A memoir by Jack Marshall
October 1, 2005 • 6 x 9 • 256 pages • 978-1-56689-174-4
A stirring portrait of personal and artistic awakening in midcentury New York’s Arabic-speaking Jewish community.
Born in 1936 to an Iraqi father and Syrian mother who had immigrated to the United States, Jack Marshall grew up in Brooklyn’s Sephardic community. Inspired by the posthumous discovery of letters written by his father but never mailed, and colored equally by Arabic culture, Jewish tradition, and a thriving American metropolis, Marshall’s memoir is a lyrical story of an era, a city, a little-known community, and an artist’s coming-of-age.
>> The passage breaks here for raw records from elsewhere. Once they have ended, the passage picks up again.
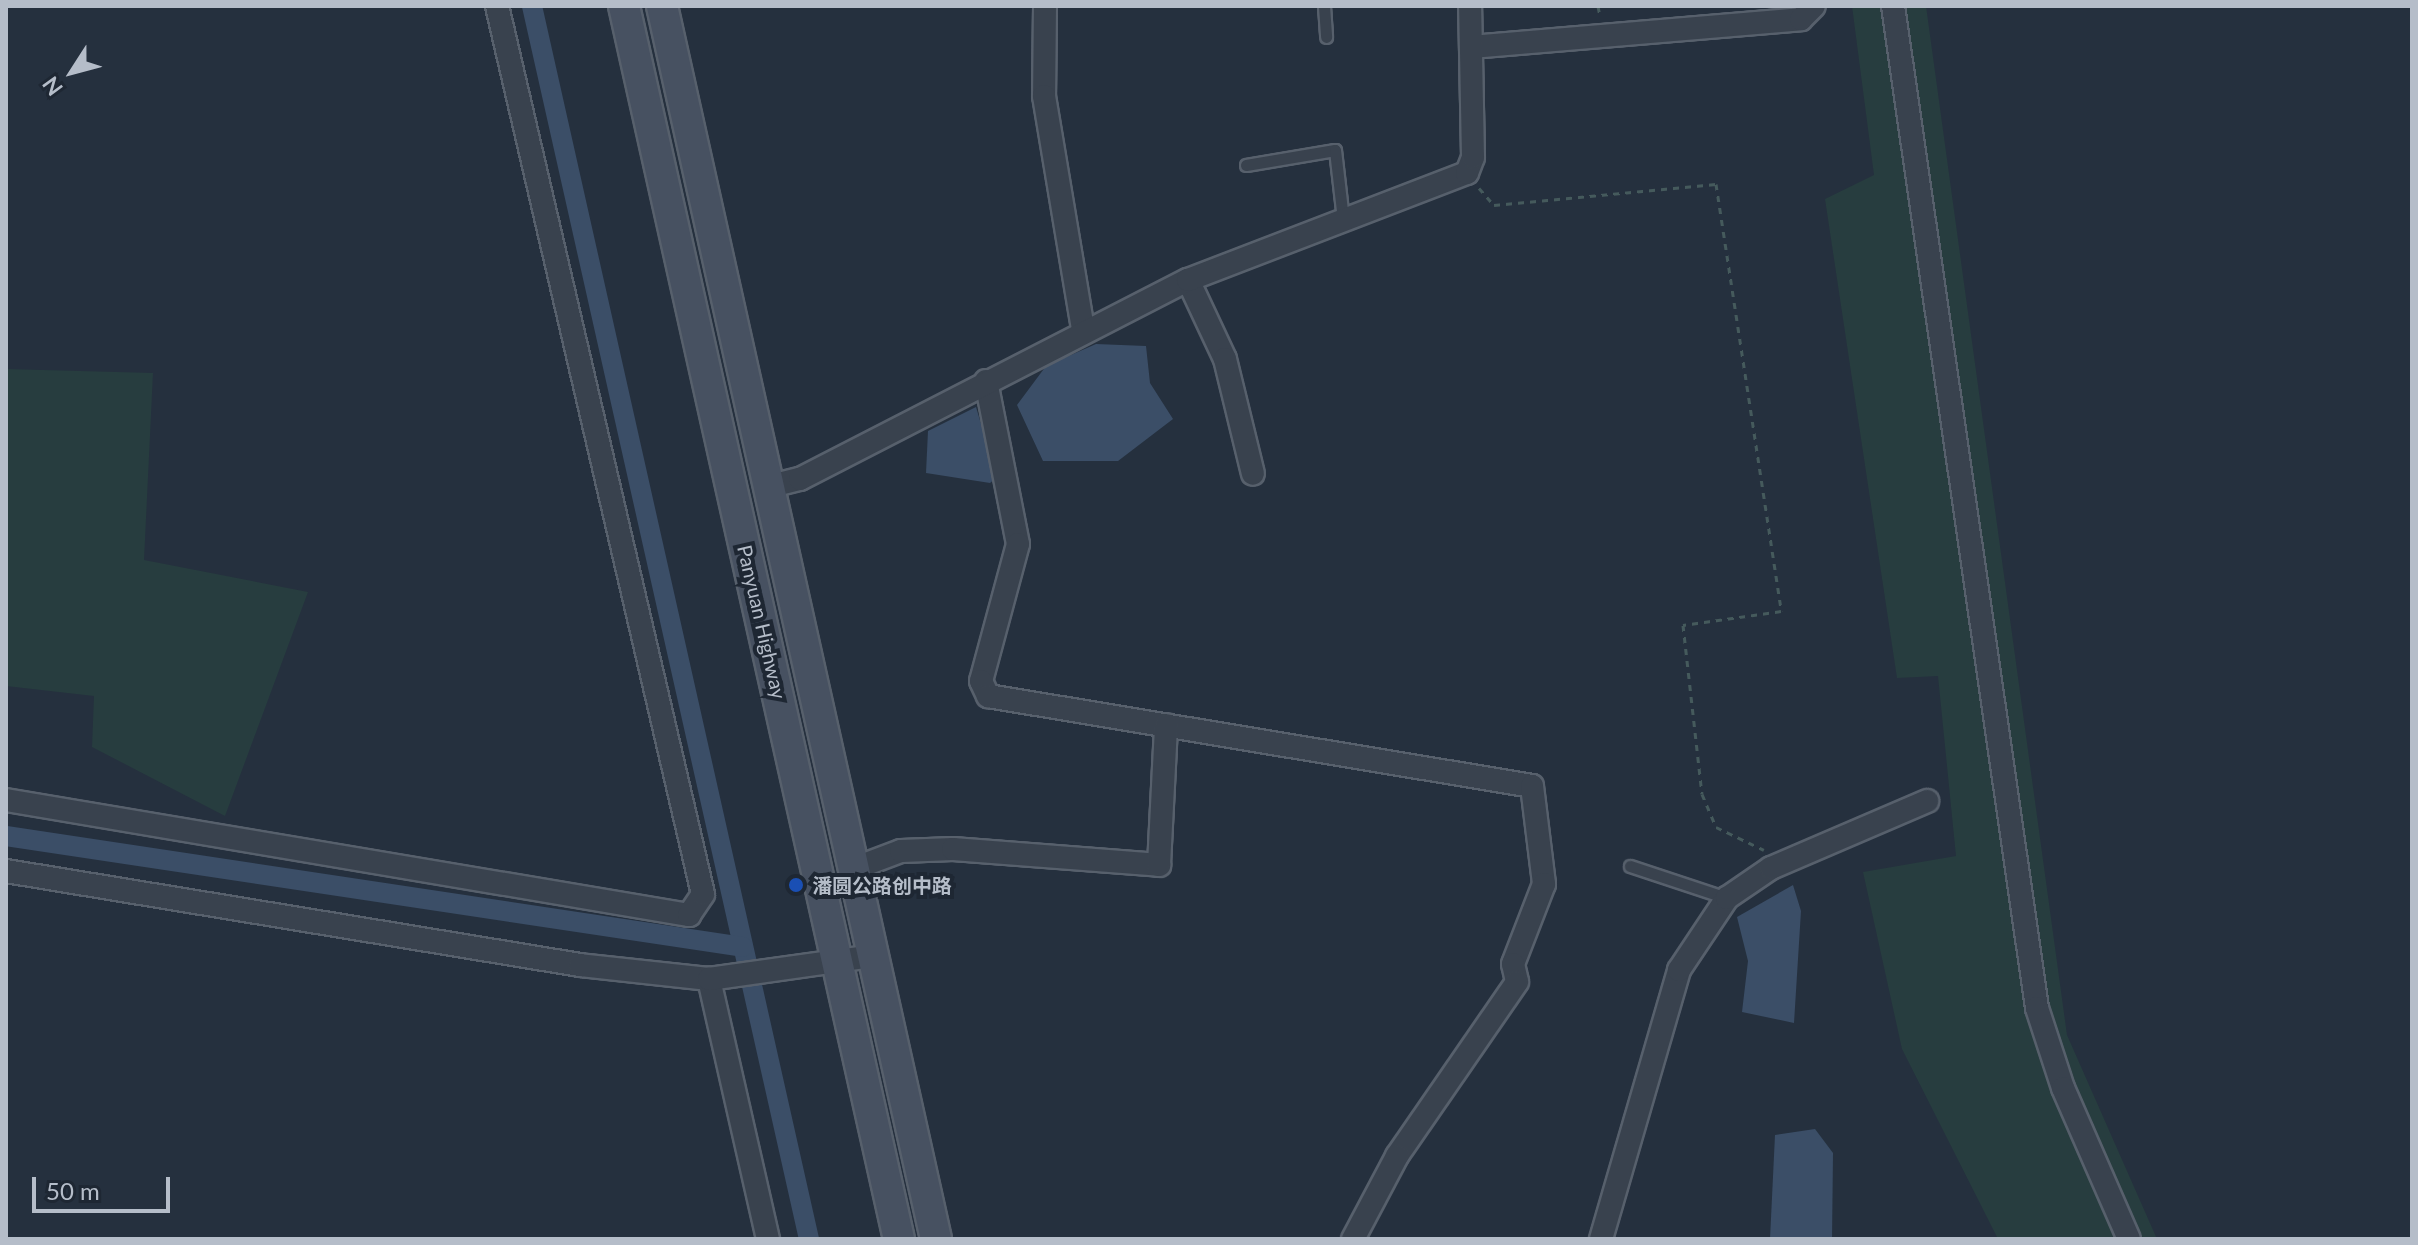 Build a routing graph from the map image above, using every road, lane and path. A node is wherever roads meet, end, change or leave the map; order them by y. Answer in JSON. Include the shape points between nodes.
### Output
{"nodes":[{"id":1,"x":497,"y":6,"type":"edge"},
{"id":2,"x":624,"y":6,"type":"edge"},
{"id":3,"x":662,"y":6,"type":"edge"},
{"id":4,"x":1045,"y":6,"type":"edge"},
{"id":5,"x":1324,"y":6,"type":"edge"},
{"id":6,"x":1470,"y":6,"type":"edge"},
{"id":7,"x":1814,"y":6,"type":"edge"},
{"id":8,"x":1893,"y":6,"type":"edge"},
{"id":9,"x":1326,"y":37,"type":"dead end"},
{"id":10,"x":1471,"y":47,"type":"junction"},
{"id":11,"x":1246,"y":165,"type":"dead end"},
{"id":12,"x":1467,"y":173,"type":"junction"},
{"id":13,"x":1343,"y":219,"type":"junction"},
{"id":14,"x":1188,"y":280,"type":"junction"},
{"id":15,"x":1083,"y":328,"type":"junction"},
{"id":16,"x":986,"y":381,"type":"junction"},
{"id":17,"x":1253,"y":474,"type":"dead end"},
{"id":18,"x":767,"y":487,"type":"junction"},
{"id":19,"x":1166,"y":725,"type":"junction"},
{"id":20,"x":6,"y":800,"type":"edge"},
{"id":21,"x":1927,"y":801,"type":"dead end"},
{"id":22,"x":1630,"y":866,"type":"dead end"},
{"id":23,"x":1771,"y":868,"type":"junction"},
{"id":24,"x":853,"y":869,"type":"junction"},
{"id":25,"x":6,"y":871,"type":"edge"},
{"id":26,"x":1727,"y":898,"type":"junction"},
{"id":27,"x":872,"y":956,"type":"junction"},
{"id":28,"x":838,"y":963,"type":"junction"},
{"id":29,"x":709,"y":979,"type":"junction"},
{"id":30,"x":768,"y":1239,"type":"edge"},
{"id":31,"x":899,"y":1239,"type":"edge"},
{"id":32,"x":936,"y":1239,"type":"edge"},
{"id":33,"x":1353,"y":1239,"type":"edge"},
{"id":34,"x":1601,"y":1239,"type":"edge"},
{"id":35,"x":2129,"y":1239,"type":"edge"}],
"edges":[{"from":1,"to":20,"type":"street","via":[[703,894],[689,915],[673,913]]},
{"from":2,"to":28,"type":"main road","name":"Panyuan Highway"},
{"from":3,"to":18,"type":"main road","name":"Panyuan Highway"},
{"from":4,"to":15,"type":"street","via":[[1044,96]]},
{"from":5,"to":9,"type":"lane"},
{"from":6,"to":10,"type":"street"},
{"from":7,"to":10,"type":"street","via":[[1801,19]]},
{"from":8,"to":35,"type":"street","via":[[2037,1008]]},
{"from":10,"to":12,"type":"street","via":[[1473,157]]},
{"from":11,"to":13,"type":"lane","via":[[1335,150]]},
{"from":12,"to":13,"type":"street"},
{"from":12,"to":23,"type":"path","via":[[1494,205],[1716,184],[1781,611],[1683,625],[1702,794],[1716,827],[1759,844]]},
{"from":13,"to":14,"type":"street"},
{"from":14,"to":15,"type":"street"},
{"from":14,"to":17,"type":"street","via":[[1225,359]]},
{"from":15,"to":16,"type":"street"},
{"from":16,"to":18,"type":"street","via":[[800,479]]},
{"from":16,"to":19,"type":"street","via":[[1018,544],[981,681],[988,696]]},
{"from":18,"to":24,"type":"main road","name":"Panyuan Highway"},
{"from":19,"to":24,"type":"street","via":[[1159,865],[953,849],[901,851]]},
{"from":19,"to":33,"type":"street","via":[[1532,786],[1544,884],[1513,964],[1517,982],[1397,1156]]},
{"from":21,"to":23,"type":"street"},
{"from":22,"to":26,"type":"lane"},
{"from":23,"to":26,"type":"street"},
{"from":24,"to":27,"type":"main road","name":"Panyuan Highway"},
{"from":25,"to":29,"type":"street","via":[[580,965]]},
{"from":26,"to":34,"type":"street","via":[[1679,970]]},
{"from":27,"to":28,"type":"street"},
{"from":27,"to":32,"type":"main road","name":"Panyuan Highway"},
{"from":28,"to":29,"type":"street"},
{"from":28,"to":31,"type":"main road","name":"Panyuan Highway"},
{"from":29,"to":30,"type":"street"}]}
As Marshall evokes the magic of youth and discovery, he creates a moving tribute to the power of literature and its place in furthering his negotiation of language, culture, family strife, and issues of education, faith, and politics.
About the Author
Born in Brooklyn to Jewish parents who emigrated from Iraq and Syria, Jack Marshall now lives in California. He is the author of the memoir From Baghdad to Brooklyn and several poetry collections that have received the PEN Center USA Award, two Northern California Book Awards, a Guggenheim Fellowship, and a nomination from the National Book Critics Circle.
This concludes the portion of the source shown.